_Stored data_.
· · ·
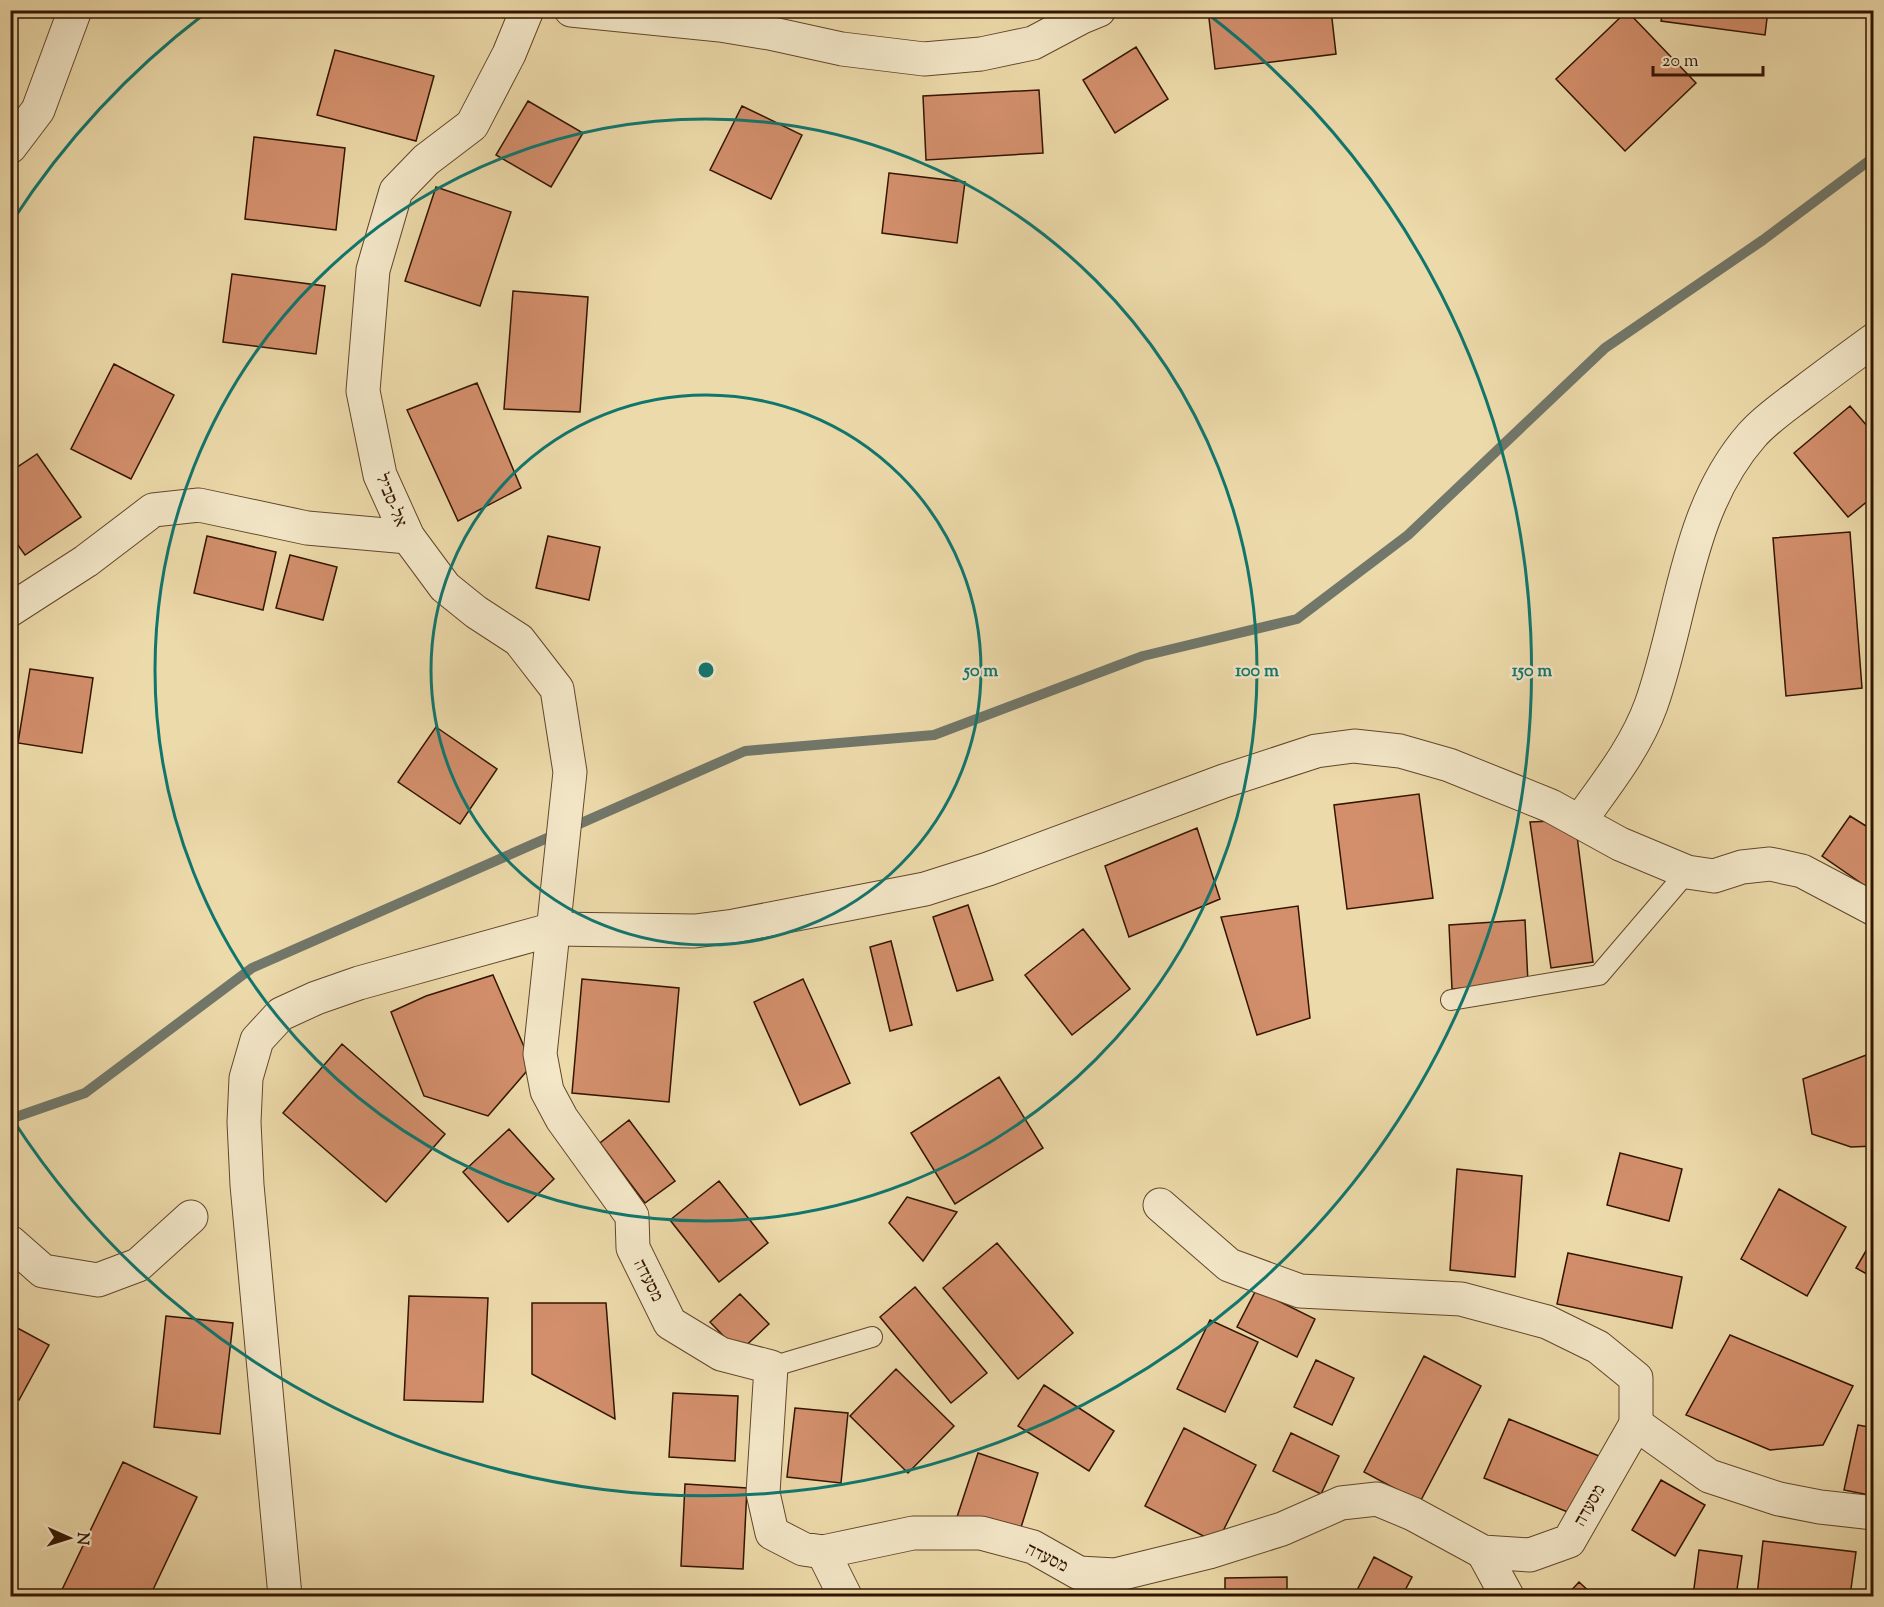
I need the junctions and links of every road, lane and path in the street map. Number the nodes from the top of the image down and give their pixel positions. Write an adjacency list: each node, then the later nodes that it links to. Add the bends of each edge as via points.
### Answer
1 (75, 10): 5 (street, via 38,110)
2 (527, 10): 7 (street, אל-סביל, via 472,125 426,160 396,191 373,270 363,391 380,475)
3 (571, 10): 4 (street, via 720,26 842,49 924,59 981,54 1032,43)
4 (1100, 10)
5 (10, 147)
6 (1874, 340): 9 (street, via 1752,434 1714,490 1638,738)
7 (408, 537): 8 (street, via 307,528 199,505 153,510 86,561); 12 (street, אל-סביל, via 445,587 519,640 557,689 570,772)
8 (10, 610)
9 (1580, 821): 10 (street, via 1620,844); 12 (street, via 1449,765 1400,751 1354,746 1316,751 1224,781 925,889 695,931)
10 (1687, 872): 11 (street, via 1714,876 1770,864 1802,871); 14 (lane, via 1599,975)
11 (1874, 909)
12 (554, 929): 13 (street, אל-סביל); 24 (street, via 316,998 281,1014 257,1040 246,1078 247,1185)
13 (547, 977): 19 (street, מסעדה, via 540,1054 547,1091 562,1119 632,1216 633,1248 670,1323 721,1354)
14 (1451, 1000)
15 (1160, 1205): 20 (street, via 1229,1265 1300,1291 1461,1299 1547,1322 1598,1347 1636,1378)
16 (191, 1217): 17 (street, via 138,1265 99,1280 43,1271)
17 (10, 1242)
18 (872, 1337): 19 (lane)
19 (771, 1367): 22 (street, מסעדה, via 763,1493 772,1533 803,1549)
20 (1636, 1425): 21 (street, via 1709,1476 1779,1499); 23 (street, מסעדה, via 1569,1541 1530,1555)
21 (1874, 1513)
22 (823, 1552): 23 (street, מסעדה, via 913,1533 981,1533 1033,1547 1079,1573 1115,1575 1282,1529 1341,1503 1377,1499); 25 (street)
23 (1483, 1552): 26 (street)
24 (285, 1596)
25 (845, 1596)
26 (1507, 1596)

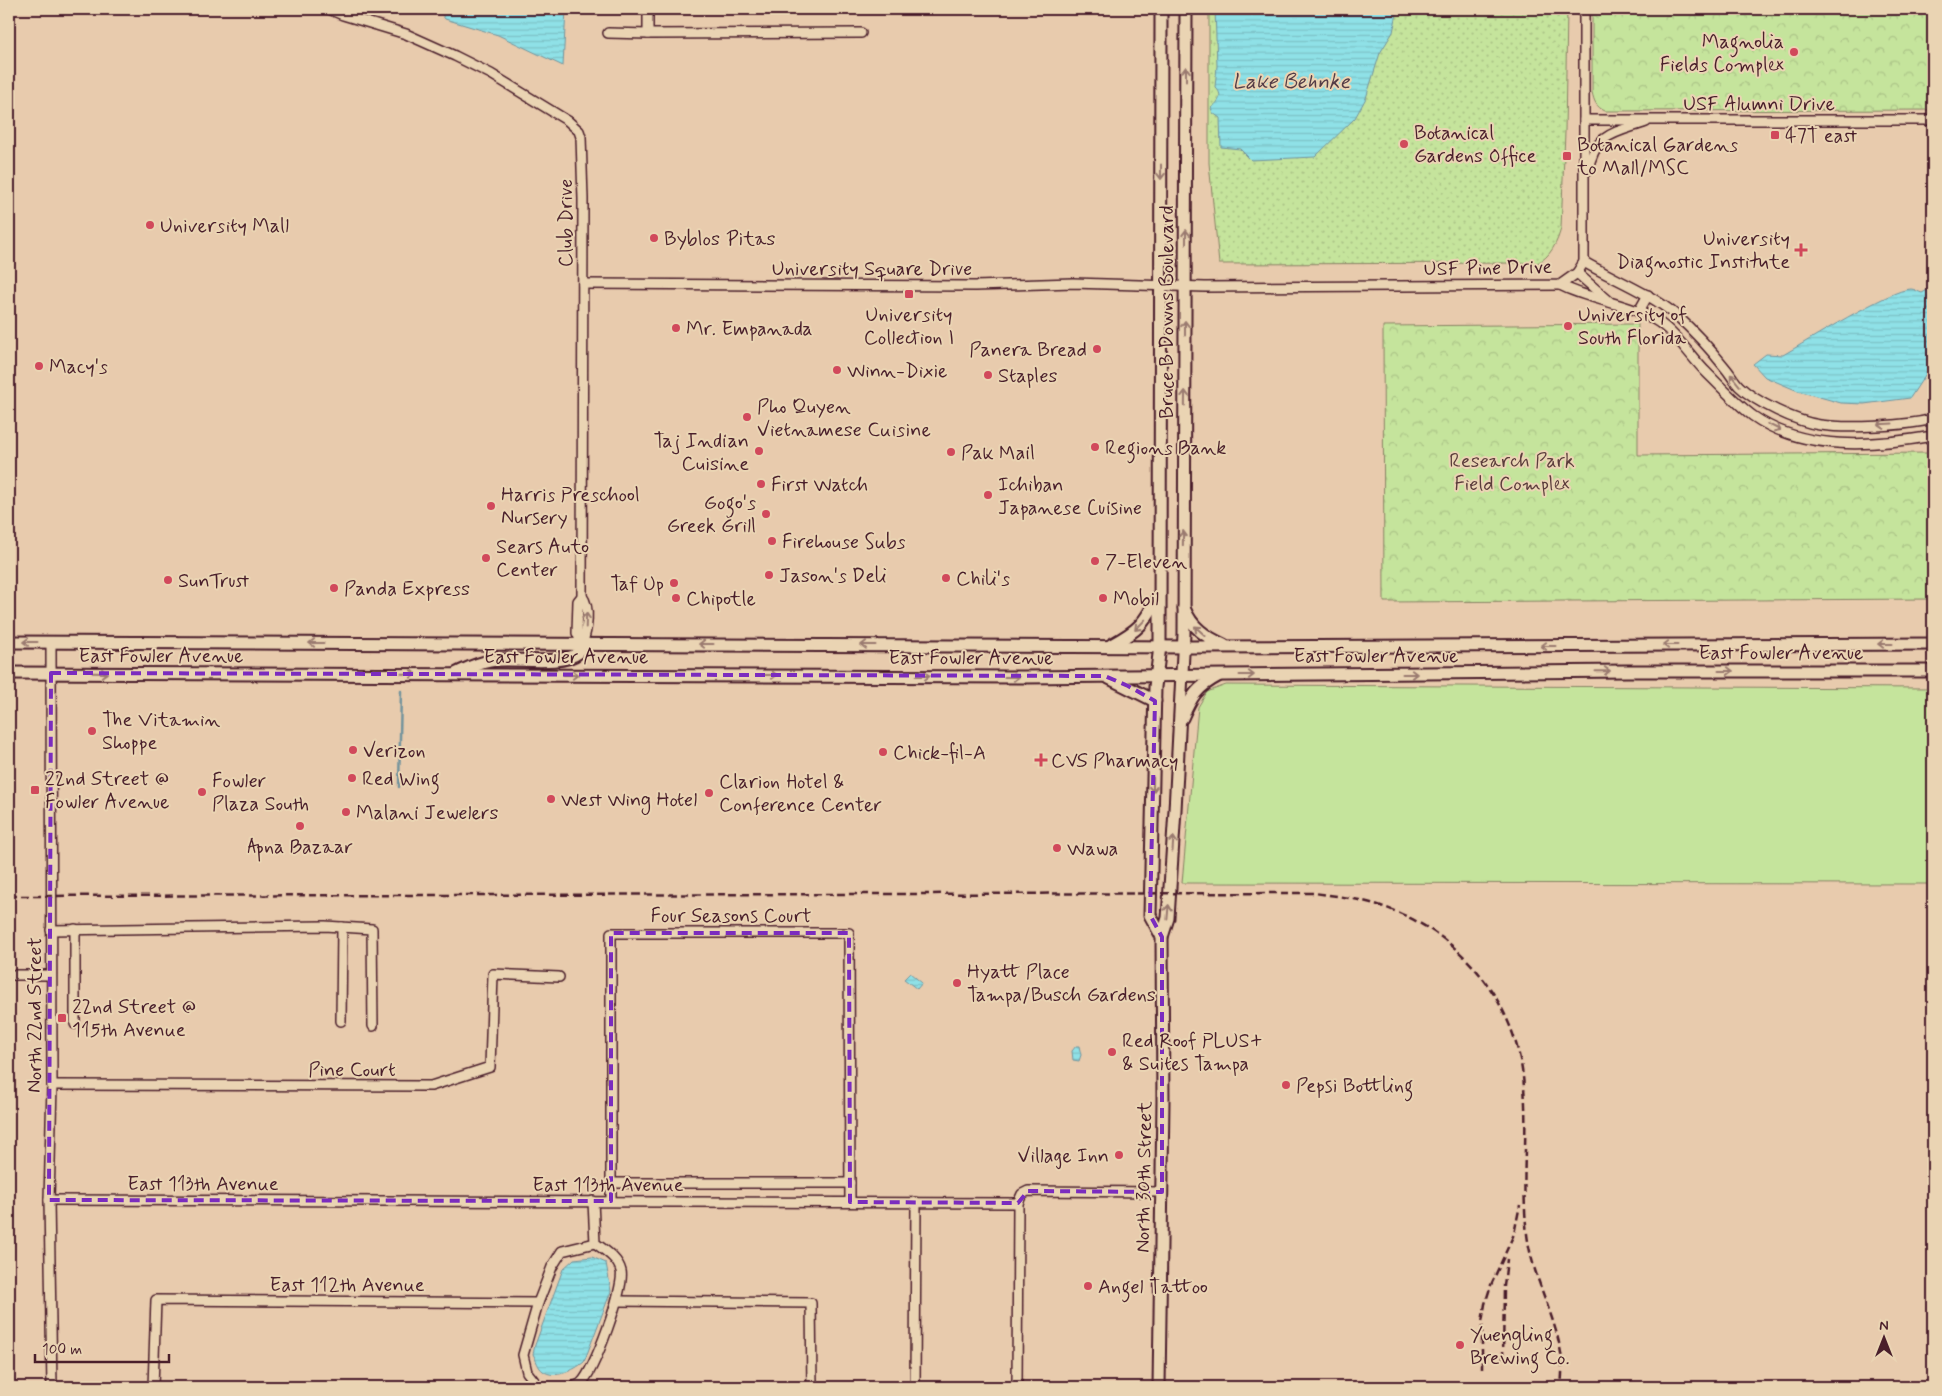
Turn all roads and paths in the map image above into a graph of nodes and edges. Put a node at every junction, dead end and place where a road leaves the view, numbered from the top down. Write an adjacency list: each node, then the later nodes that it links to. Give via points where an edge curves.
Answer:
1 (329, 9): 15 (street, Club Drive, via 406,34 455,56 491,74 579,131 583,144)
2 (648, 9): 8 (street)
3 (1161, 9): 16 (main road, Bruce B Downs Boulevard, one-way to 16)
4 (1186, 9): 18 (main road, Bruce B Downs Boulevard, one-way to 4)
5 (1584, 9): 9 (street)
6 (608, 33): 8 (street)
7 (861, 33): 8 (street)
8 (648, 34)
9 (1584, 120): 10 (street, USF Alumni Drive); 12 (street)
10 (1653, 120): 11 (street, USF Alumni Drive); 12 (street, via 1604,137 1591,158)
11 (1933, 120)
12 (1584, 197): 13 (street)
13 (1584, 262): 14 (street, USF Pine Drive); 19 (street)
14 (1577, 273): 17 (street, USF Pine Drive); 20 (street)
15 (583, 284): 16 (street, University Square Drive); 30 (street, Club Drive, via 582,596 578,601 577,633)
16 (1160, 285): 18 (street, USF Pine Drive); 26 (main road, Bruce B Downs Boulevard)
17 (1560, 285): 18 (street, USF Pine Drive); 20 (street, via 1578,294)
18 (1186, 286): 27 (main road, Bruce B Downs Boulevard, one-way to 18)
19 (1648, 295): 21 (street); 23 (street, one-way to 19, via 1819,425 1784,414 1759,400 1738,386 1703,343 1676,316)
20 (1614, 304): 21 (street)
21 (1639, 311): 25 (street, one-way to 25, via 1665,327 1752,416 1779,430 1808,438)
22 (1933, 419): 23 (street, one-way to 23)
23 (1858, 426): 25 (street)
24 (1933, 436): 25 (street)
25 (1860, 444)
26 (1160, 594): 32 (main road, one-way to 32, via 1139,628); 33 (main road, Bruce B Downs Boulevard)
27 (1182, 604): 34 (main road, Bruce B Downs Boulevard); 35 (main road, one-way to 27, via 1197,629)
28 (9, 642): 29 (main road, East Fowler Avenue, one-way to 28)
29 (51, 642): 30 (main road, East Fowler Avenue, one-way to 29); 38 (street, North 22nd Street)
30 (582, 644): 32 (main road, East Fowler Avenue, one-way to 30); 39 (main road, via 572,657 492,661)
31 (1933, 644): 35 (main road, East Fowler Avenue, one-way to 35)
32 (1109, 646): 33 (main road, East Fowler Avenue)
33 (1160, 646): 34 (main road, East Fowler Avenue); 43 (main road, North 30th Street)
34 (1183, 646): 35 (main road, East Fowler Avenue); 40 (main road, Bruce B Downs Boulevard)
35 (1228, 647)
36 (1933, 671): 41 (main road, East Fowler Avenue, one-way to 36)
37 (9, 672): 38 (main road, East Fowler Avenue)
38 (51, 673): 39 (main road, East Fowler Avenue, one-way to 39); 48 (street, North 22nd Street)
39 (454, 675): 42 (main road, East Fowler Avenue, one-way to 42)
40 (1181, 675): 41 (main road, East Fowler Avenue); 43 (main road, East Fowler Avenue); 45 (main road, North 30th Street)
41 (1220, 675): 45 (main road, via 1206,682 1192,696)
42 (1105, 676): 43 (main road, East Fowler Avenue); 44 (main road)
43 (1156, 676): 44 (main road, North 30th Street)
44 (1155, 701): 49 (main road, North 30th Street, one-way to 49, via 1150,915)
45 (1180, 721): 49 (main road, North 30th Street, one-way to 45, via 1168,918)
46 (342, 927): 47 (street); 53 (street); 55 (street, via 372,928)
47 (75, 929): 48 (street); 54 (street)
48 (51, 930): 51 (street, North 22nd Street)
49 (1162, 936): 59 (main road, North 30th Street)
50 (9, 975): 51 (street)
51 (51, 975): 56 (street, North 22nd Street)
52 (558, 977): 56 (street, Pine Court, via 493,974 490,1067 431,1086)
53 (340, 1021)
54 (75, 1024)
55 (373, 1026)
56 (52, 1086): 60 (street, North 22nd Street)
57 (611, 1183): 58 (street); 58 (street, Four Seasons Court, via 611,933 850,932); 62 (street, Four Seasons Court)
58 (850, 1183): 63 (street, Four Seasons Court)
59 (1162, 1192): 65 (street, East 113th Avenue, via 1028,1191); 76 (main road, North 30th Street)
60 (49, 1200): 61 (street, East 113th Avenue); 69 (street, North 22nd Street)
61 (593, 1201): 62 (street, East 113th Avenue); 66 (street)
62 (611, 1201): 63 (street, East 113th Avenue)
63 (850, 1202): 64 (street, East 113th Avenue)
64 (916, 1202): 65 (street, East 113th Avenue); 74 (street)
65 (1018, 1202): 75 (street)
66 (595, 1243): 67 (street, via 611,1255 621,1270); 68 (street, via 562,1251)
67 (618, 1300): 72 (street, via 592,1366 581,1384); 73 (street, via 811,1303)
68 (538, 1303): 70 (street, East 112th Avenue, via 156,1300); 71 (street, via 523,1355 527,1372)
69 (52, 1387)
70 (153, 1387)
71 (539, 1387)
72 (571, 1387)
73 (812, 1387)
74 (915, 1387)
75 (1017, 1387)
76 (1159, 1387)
· · ·
_YOUR GOAL_.
Across all the records above, find each line with "that" in it and copy it.

_ANSWER TO THE PROBLEM_.
I need the junctions and links of every road, lane and path in the street map. Number the nodes from the top of the image down and give their pixel positions. Write an adjacency list: each node, then the later nodes that it links to. Add the bends of each edge as via points.
Turn all roads and paths in the map image above into a graph of nodes and edges. Put a node at every junction, dead end and place where a road leaves the view, numbered from the top down. Write an adjacency list: each node, then the later nodes that it links to. Give via points where an edge curves.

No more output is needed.